(Saved entries)
++++++++

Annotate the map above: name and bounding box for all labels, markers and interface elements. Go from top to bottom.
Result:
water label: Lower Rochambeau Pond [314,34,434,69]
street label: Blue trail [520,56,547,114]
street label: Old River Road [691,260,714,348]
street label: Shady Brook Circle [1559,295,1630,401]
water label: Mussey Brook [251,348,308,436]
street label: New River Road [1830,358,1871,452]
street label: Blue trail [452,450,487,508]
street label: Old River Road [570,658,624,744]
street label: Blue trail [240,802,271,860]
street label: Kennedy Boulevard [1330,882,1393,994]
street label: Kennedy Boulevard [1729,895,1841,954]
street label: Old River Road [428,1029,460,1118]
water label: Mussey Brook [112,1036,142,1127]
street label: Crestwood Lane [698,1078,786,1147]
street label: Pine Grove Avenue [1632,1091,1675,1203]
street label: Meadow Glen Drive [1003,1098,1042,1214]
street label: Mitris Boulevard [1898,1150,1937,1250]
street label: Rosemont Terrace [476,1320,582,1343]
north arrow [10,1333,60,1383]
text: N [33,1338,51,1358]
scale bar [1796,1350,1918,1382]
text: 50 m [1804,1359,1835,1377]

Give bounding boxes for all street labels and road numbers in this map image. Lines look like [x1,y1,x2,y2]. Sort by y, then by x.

++++++++

[Exercise] Looking at the records above, which lines contain "bounding"? Copy those lines.

[Answer below]
Annotate the map above: name and bounding box for all labels, markers and interface elements. Go from top to bottom.
Give bounding boxes for all street labels and road numbers in this map image. Lines look like [x1,y1,x2,y2]. Sort by y, then by x.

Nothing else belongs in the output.